■ ASSIGNMENT ■
Take the entries that follow and return exactly the lines from the one holding "middle dip: (362, 251)" through the one holding "pinky tip: (479, 311)", both included. Nothing else is needed.

■ RECORDS FOR PROCESSING ■
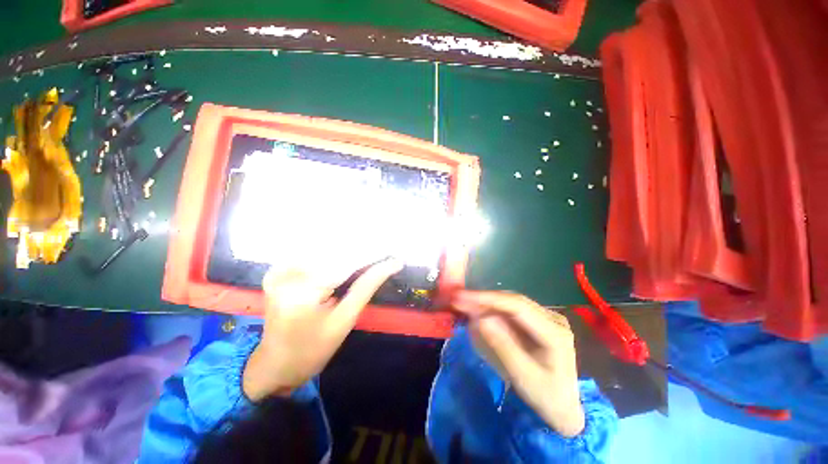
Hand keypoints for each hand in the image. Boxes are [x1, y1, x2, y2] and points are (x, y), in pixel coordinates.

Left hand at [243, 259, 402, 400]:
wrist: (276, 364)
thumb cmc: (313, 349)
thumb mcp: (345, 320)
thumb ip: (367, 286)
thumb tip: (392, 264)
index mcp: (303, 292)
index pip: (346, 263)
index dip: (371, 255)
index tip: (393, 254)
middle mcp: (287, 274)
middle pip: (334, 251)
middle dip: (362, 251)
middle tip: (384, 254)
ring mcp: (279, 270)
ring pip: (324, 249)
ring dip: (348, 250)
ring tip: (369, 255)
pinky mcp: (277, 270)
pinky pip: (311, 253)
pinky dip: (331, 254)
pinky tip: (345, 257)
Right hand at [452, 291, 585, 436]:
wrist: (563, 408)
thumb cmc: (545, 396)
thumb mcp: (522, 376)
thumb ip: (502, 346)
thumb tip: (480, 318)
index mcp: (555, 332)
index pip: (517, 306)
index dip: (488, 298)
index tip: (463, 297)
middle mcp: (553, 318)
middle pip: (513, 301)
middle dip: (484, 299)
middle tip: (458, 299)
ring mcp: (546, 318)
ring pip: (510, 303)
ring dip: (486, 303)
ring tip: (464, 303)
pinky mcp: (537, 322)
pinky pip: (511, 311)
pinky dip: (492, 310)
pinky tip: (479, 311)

...

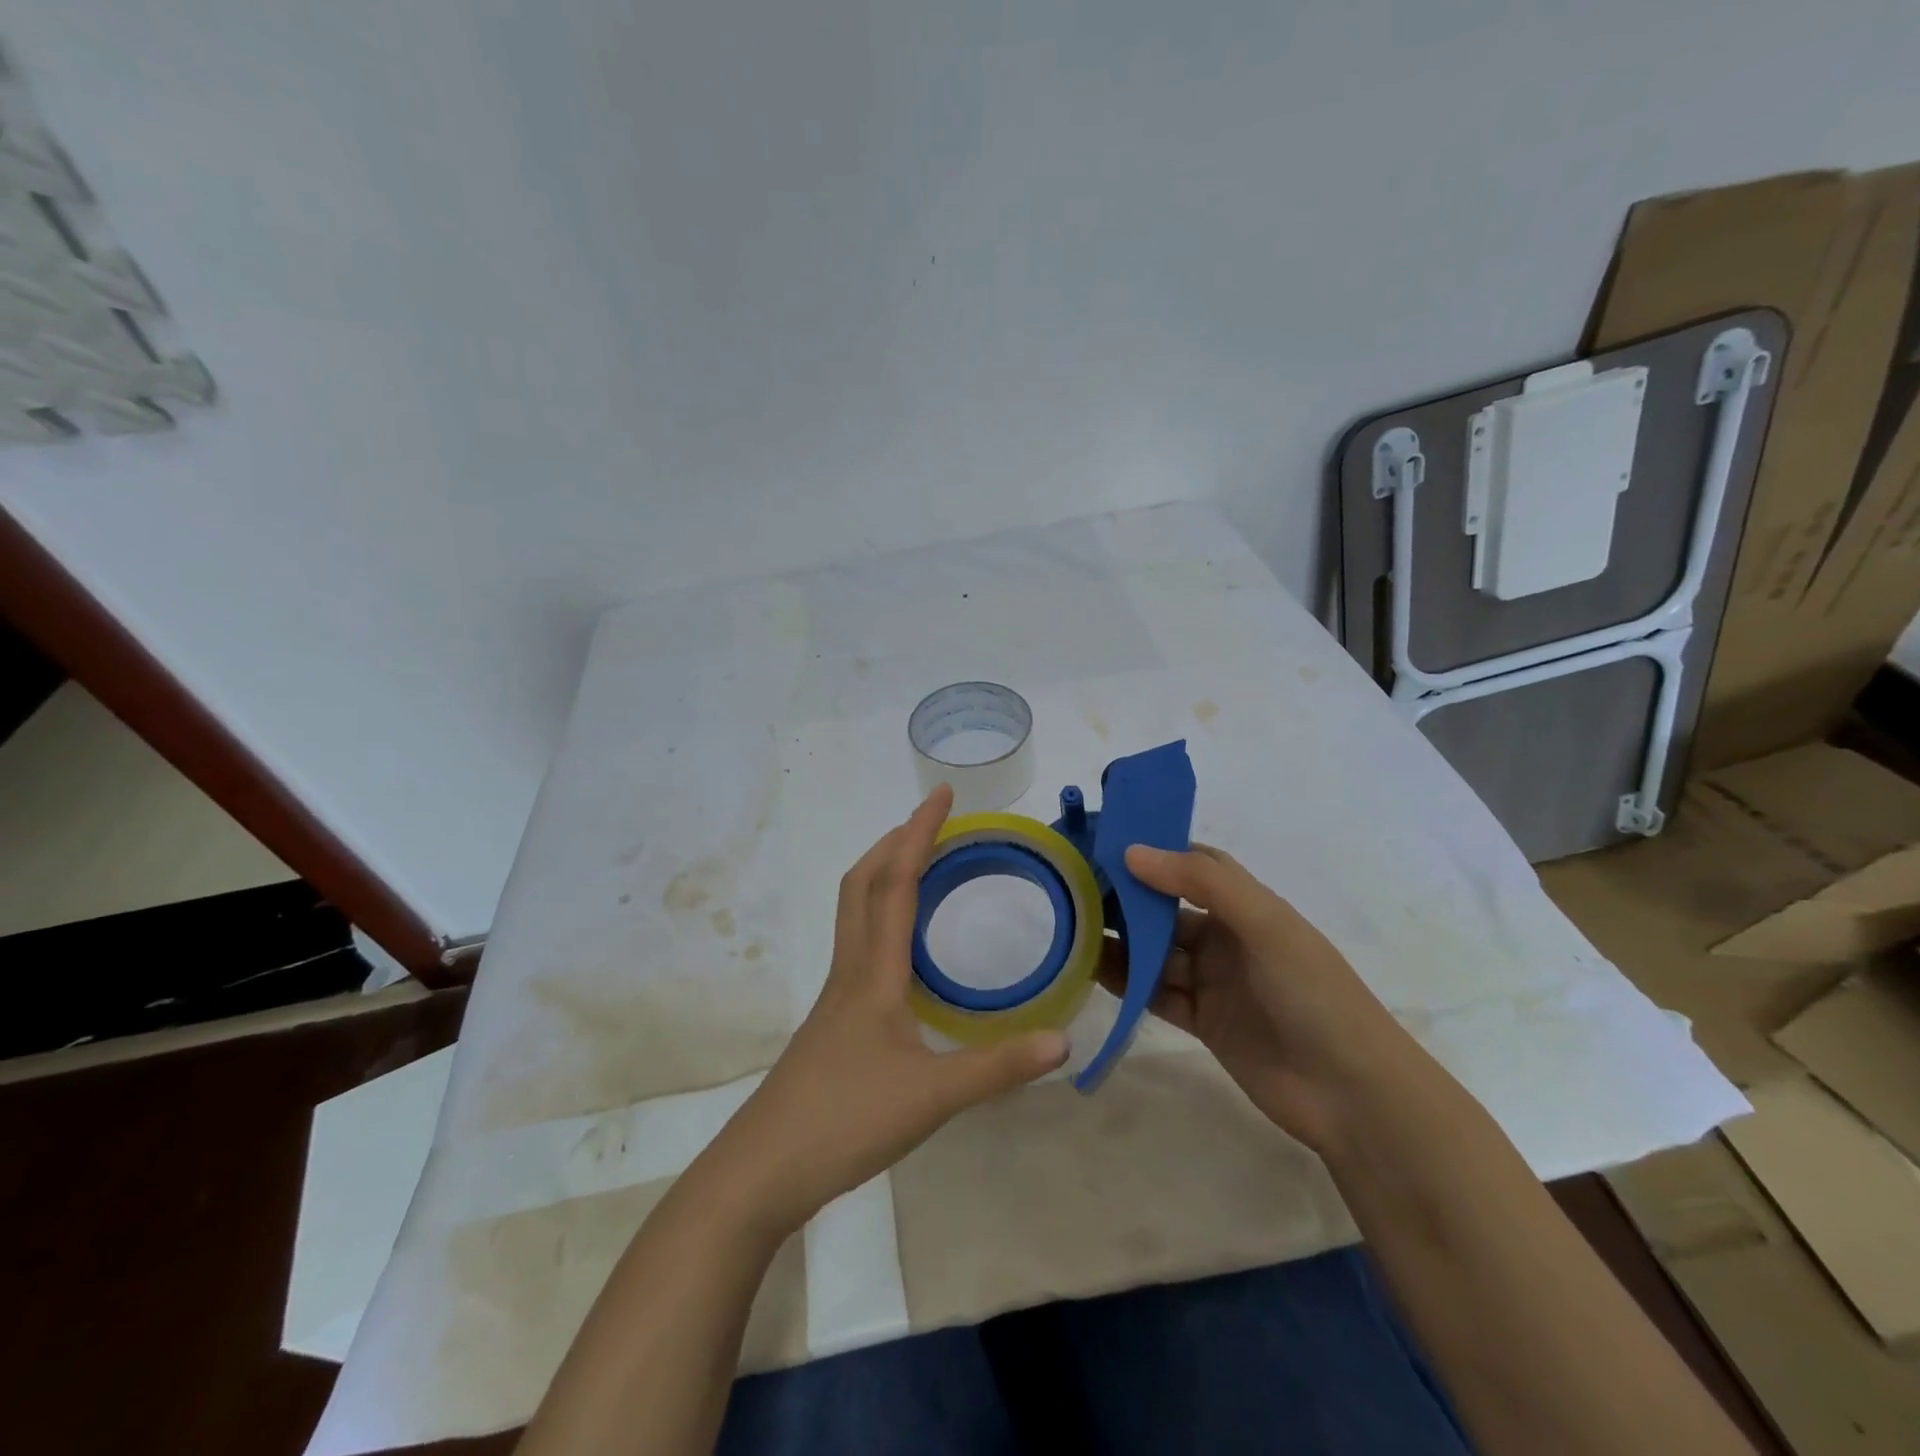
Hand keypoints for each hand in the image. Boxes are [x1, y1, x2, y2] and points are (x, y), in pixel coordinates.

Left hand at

■ RESULT ■
middle dip: (362, 251)
middle tip: (384, 254)
ring mcp: (279, 270)
ring pip: (324, 249)
ring dip: (348, 250)
ring tip: (369, 255)
pinky mcp: (277, 270)
pinky pip: (311, 253)
pinky dip: (331, 254)
pinky tip: (345, 257)
Right hand at [452, 291, 585, 436]:
wrist: (563, 408)
thumb cmc: (545, 396)
thumb mcp: (522, 376)
thumb ip: (502, 346)
thumb tip: (480, 318)
index mcp: (555, 332)
index pip: (517, 306)
index dip: (488, 298)
index tip: (463, 297)
middle mcp: (553, 318)
middle pip: (513, 301)
middle dip: (484, 299)
middle tip: (458, 299)
ring mcp: (546, 318)
ring pip: (510, 303)
ring dip: (486, 303)
ring tip: (464, 303)
pinky mcp: (537, 322)
pinky pip: (511, 311)
pinky dip: (492, 310)
pinky tip: (479, 311)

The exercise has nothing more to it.